# Description of the task
Among the entries below, take the line with "index mcp: (805, 948)" and the line with "pinky tip: (1237, 780)", and output them and every line between them exactly, with nothing else.
[Data for the task — start]
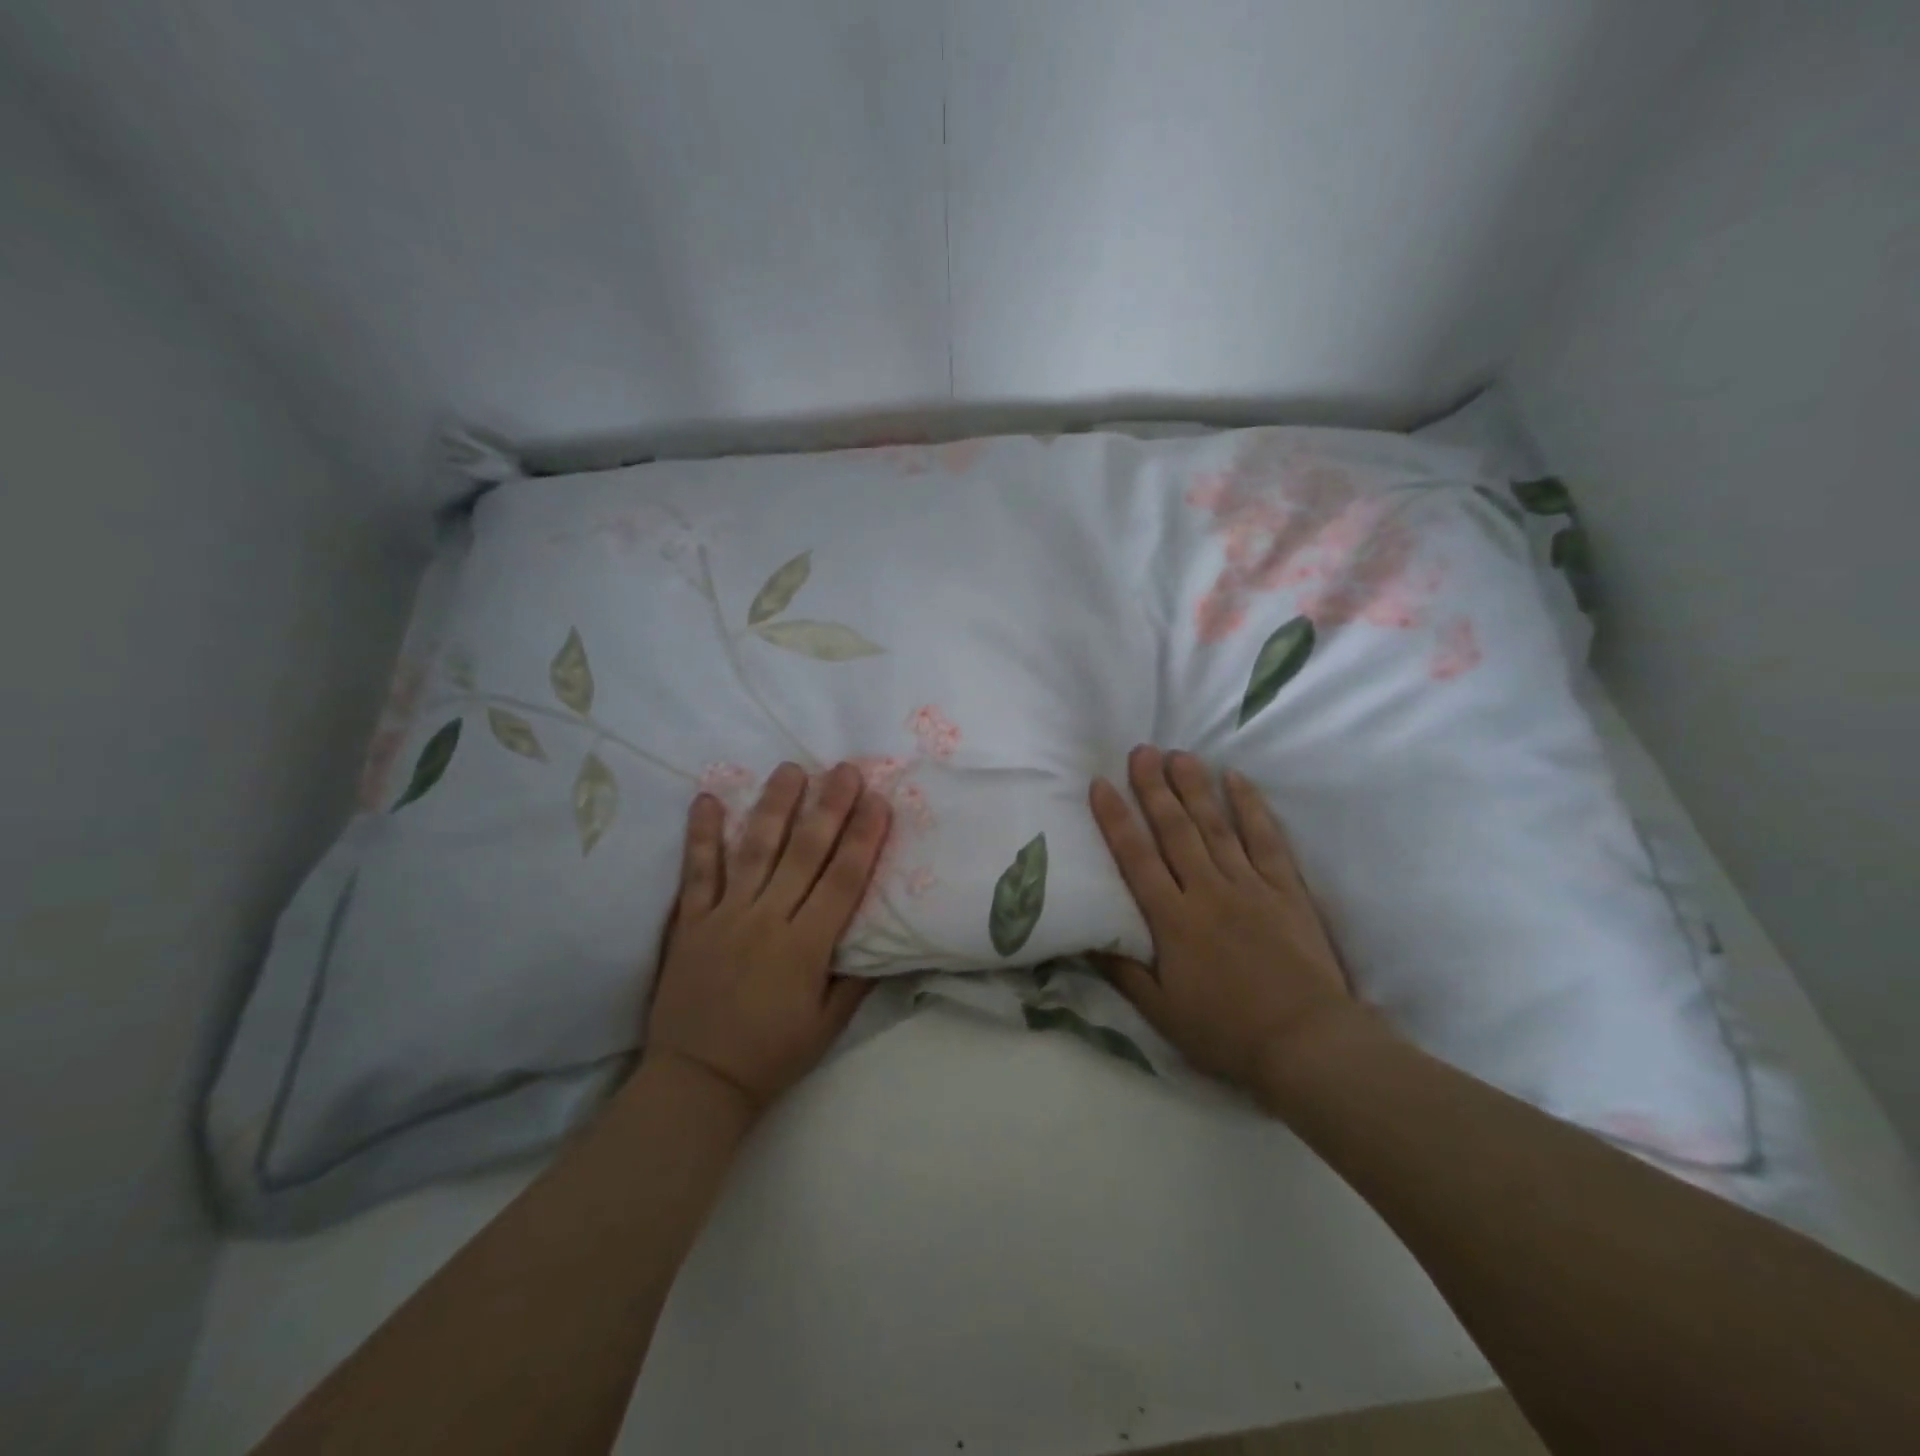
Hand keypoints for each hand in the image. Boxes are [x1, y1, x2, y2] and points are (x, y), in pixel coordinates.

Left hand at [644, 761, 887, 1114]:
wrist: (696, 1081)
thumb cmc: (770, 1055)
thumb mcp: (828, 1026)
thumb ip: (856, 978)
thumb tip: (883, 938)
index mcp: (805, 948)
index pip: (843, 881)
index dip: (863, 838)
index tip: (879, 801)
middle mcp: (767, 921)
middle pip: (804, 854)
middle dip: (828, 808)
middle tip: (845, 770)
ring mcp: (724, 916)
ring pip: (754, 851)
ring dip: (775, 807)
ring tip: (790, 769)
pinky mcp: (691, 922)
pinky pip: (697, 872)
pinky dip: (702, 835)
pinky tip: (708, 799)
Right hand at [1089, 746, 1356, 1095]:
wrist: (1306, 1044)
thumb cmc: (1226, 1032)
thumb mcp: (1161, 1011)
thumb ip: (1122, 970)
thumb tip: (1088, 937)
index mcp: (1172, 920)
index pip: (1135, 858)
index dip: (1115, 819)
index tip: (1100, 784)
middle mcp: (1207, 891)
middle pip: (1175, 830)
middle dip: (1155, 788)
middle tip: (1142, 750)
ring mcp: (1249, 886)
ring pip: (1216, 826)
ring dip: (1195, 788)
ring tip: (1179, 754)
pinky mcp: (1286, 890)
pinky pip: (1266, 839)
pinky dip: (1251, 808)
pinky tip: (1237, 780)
[Data for the task — finish]
[Data for the task — start]
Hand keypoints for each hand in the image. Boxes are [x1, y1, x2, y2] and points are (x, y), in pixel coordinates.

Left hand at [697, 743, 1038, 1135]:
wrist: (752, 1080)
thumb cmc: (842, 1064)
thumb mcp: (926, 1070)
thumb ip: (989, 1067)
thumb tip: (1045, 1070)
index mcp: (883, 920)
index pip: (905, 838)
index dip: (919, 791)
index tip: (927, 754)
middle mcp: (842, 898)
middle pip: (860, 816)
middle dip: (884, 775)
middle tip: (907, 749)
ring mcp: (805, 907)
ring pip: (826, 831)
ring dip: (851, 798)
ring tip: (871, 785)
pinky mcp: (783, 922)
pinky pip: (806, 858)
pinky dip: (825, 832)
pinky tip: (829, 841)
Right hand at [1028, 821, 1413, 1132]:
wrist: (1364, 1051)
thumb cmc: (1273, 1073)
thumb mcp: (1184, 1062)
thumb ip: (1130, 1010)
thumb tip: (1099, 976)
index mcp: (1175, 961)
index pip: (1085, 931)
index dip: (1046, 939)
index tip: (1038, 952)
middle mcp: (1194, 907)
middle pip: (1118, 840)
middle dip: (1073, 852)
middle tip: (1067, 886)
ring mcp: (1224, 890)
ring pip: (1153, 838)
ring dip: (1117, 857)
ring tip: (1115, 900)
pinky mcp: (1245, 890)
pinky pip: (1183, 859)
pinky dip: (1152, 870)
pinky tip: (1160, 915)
[Data for the task — finish]
# Expected output
index mcp: (805, 948)
index pip: (843, 881)
index dip: (863, 838)
index tip: (879, 801)
middle mcp: (767, 921)
middle pip: (804, 854)
middle dip: (828, 808)
middle tip: (845, 770)
ring mcp: (724, 916)
ring pip: (754, 851)
ring dip: (775, 807)
ring tip: (790, 769)
pinky mcp: (691, 922)
pinky pip: (697, 872)
pinky dip: (702, 835)
pinky tip: (708, 799)
Right hand at [1089, 746, 1356, 1095]:
wrist: (1306, 1044)
thumb cmc: (1226, 1032)
thumb mcp: (1161, 1011)
thumb ip: (1122, 970)
thumb tip: (1088, 937)
index mcp: (1172, 920)
index pip: (1135, 858)
index dip: (1115, 819)
index tip: (1100, 784)
middle mcp: (1207, 891)
middle pip: (1175, 830)
middle dip: (1155, 788)
middle tip: (1142, 750)
ring mcp: (1249, 886)
ring pip: (1216, 826)
ring dip: (1195, 788)
ring tip: (1179, 754)
pinky mcp: (1286, 890)
pinky pip: (1266, 839)
pinky dip: (1251, 808)
pinky tip: (1237, 780)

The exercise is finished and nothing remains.